**Problem description**
Please filter the entries and return only the lines that include "Left".
----------------
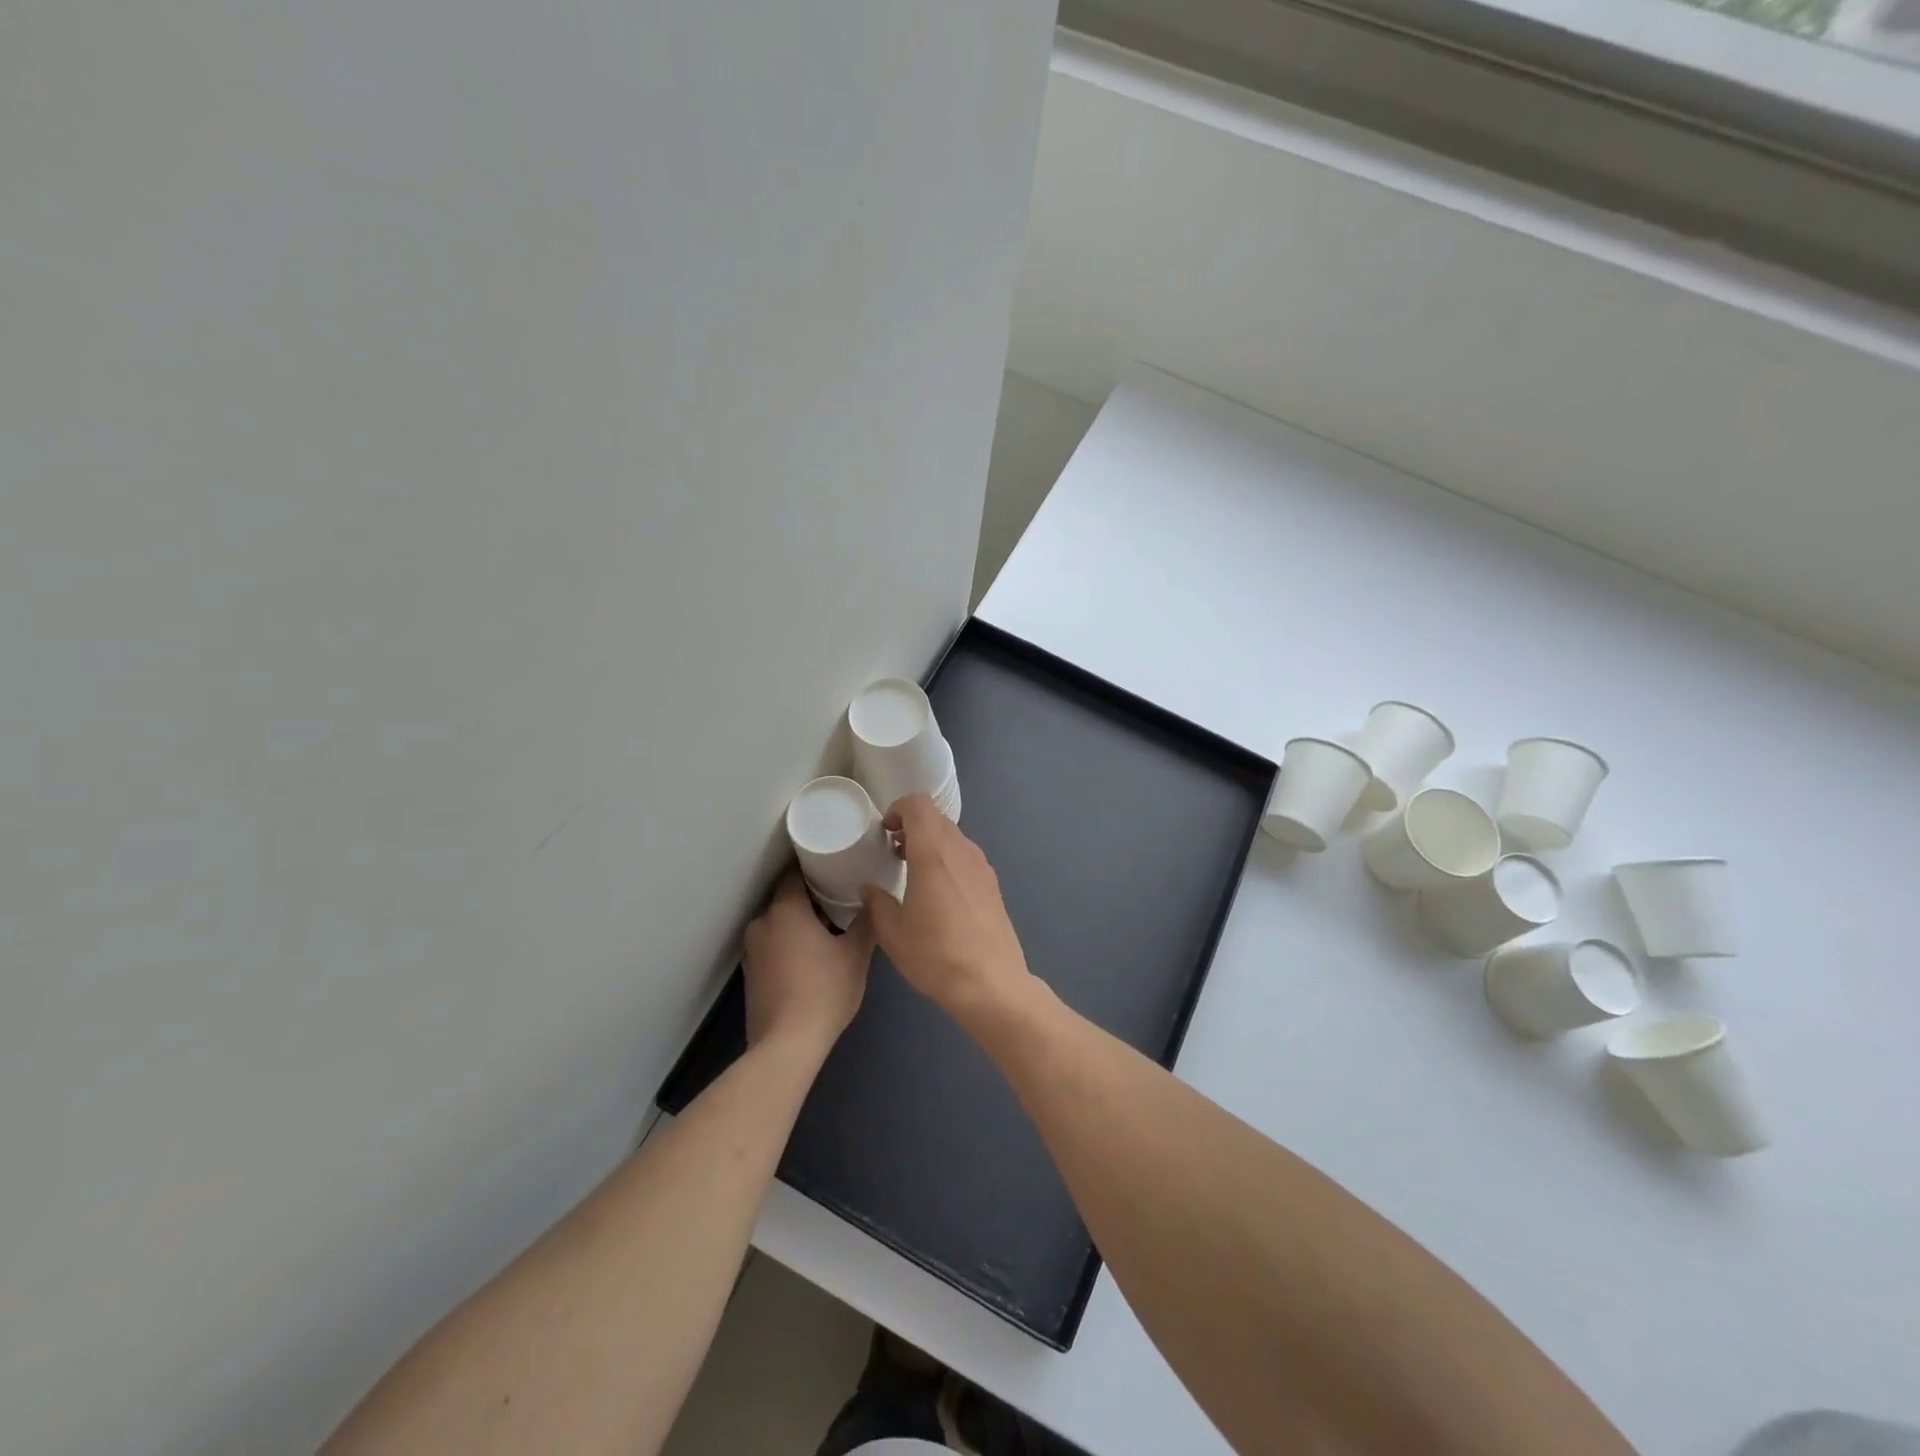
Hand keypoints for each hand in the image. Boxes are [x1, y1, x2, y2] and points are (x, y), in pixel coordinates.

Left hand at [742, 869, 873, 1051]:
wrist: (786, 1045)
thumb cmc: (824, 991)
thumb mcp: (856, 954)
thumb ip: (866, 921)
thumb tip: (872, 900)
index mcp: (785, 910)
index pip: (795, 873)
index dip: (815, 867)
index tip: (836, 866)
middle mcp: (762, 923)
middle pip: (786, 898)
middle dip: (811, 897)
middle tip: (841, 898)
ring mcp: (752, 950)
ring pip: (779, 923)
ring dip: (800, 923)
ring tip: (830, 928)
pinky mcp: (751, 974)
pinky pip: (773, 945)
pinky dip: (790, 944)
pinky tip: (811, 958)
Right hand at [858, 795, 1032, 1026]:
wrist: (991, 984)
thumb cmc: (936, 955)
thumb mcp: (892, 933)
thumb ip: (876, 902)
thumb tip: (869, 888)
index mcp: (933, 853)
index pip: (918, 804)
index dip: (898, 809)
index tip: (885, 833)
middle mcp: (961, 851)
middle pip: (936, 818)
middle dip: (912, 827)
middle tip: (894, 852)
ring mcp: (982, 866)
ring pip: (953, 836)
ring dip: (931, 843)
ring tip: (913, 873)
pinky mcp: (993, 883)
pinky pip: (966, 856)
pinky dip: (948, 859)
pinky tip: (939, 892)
----------------
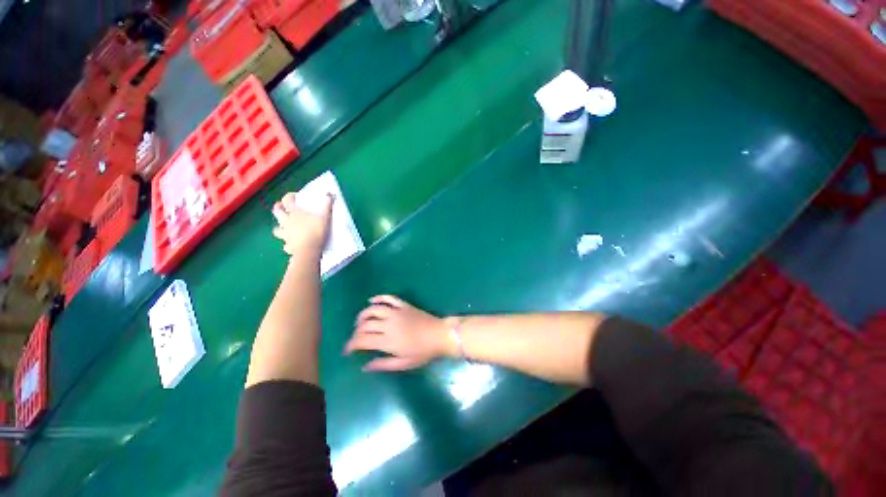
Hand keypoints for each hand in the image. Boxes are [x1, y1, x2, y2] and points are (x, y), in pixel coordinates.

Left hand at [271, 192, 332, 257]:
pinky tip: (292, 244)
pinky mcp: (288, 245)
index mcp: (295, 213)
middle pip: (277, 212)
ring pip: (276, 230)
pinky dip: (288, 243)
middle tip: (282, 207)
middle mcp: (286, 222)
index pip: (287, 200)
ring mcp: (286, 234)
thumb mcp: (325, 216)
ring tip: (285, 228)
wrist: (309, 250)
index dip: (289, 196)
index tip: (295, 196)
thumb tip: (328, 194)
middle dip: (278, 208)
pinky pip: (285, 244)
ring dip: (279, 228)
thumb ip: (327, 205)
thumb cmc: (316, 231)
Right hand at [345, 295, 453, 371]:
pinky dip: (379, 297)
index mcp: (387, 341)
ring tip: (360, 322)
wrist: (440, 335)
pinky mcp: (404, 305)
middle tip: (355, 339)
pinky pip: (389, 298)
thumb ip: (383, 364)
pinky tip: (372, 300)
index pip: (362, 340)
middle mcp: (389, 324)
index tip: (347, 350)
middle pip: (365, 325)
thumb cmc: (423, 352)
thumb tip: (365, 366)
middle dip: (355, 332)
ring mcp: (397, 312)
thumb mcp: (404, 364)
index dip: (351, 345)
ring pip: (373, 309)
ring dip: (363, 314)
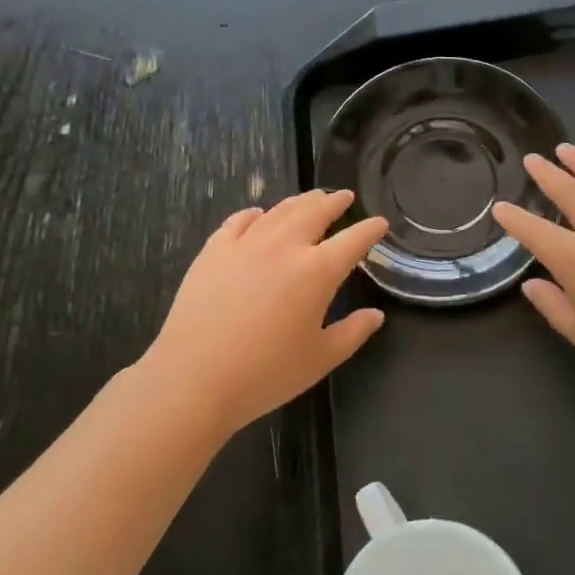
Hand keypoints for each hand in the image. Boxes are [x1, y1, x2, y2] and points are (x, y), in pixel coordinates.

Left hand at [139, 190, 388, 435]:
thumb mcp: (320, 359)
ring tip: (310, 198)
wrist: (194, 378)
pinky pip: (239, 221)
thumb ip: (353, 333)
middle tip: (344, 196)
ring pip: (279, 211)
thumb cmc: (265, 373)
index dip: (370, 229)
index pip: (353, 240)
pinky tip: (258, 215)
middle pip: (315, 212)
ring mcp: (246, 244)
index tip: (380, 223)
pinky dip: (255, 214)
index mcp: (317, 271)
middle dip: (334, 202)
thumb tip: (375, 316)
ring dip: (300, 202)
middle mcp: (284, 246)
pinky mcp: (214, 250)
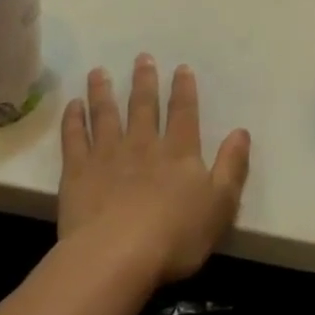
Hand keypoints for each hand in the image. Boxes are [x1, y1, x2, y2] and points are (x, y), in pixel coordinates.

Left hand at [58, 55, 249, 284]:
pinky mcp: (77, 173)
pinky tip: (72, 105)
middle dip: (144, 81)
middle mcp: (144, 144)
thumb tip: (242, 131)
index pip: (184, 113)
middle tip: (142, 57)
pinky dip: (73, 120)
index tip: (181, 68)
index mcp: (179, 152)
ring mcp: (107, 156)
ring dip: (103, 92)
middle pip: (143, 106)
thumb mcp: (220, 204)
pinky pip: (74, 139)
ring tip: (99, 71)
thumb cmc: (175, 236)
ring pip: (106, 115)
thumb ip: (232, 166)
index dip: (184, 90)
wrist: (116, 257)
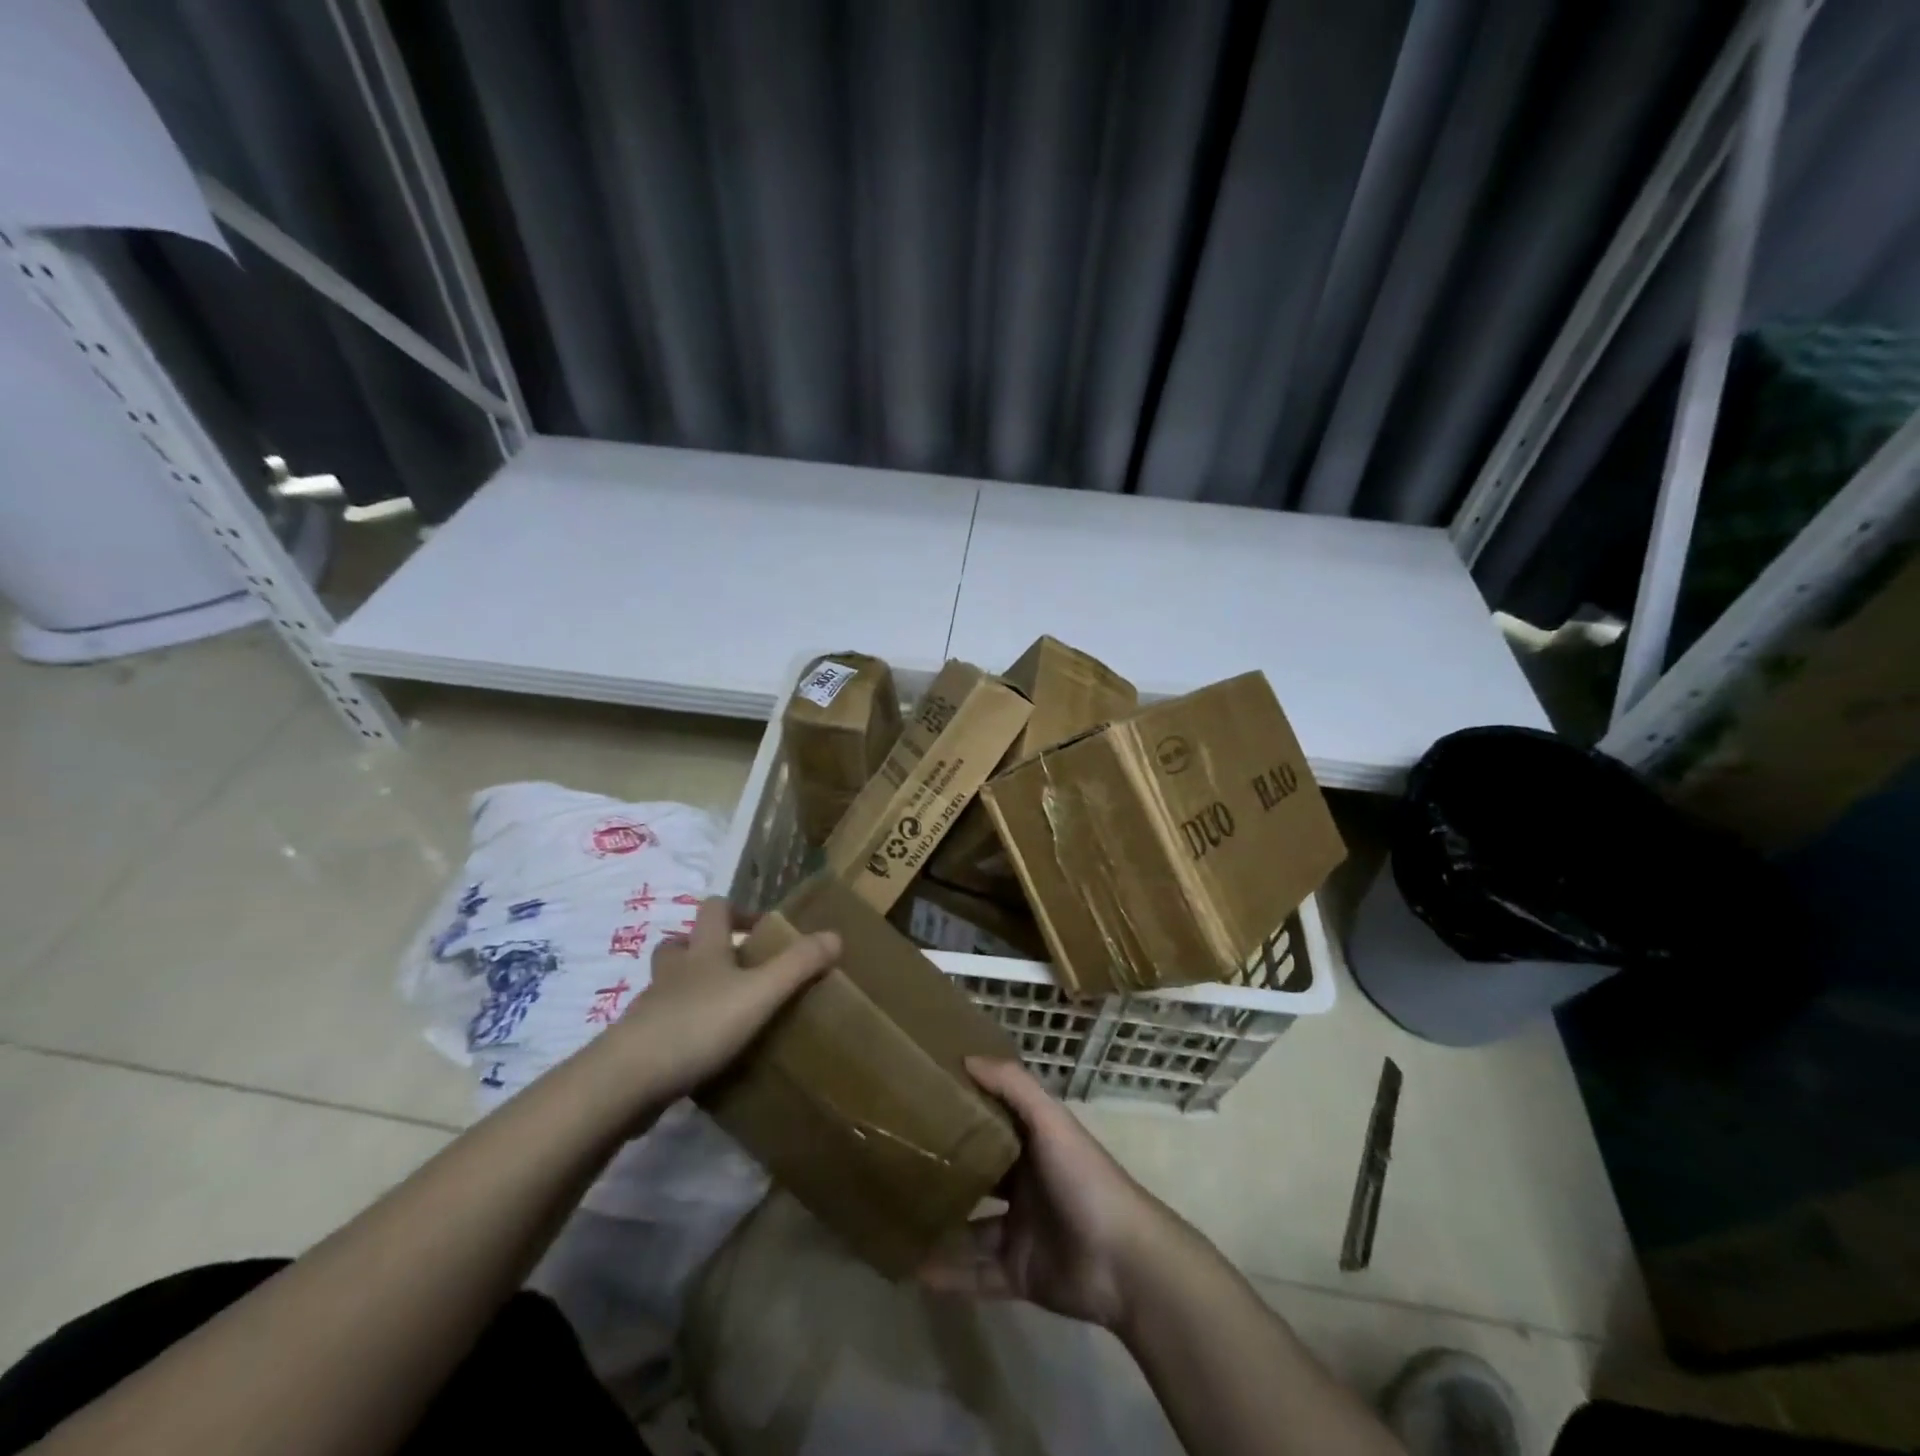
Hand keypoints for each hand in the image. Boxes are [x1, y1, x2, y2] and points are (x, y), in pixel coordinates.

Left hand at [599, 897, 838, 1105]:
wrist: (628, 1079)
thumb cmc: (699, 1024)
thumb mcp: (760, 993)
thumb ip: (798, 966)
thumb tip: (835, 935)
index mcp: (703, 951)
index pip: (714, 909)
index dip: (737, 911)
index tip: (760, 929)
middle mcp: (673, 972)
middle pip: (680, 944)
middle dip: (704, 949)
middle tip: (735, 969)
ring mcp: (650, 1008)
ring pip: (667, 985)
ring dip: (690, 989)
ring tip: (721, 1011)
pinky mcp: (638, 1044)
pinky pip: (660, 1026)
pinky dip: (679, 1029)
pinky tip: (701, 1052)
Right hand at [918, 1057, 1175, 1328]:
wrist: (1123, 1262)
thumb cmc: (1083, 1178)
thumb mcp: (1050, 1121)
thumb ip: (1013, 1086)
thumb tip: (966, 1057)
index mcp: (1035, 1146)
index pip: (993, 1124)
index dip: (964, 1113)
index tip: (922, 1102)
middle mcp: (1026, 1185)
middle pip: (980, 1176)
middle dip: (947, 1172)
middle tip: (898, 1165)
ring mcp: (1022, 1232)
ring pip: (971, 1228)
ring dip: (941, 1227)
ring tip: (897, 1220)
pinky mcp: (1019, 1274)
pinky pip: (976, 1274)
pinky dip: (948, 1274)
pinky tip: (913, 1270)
----------------
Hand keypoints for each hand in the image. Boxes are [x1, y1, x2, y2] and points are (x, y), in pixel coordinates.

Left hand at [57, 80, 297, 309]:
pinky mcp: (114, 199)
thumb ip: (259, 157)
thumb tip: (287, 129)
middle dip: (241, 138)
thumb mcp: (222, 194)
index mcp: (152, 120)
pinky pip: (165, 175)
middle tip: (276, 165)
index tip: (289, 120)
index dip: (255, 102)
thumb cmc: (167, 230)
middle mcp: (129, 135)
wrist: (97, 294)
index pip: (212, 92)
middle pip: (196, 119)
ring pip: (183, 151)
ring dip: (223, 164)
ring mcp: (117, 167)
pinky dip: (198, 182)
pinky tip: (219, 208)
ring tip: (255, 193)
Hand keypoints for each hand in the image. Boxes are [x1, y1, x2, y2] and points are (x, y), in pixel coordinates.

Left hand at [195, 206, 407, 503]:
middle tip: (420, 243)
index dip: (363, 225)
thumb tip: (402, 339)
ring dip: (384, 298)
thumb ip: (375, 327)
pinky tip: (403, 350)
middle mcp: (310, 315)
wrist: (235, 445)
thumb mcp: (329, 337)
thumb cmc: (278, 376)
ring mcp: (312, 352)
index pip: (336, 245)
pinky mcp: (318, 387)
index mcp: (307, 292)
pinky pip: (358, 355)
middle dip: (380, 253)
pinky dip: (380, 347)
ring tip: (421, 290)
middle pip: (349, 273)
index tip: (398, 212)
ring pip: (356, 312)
----------------
**Task response**
Left hand at [742, 869, 873, 1051]:
Left hand at [271, 192, 332, 257]:
Left hand at [139, 190, 388, 435]:
Left hand at [58, 55, 249, 284]:
Left hand at [599, 897, 838, 1105]:
Left hand at [57, 80, 297, 309]:
Left hand at [195, 206, 407, 503]:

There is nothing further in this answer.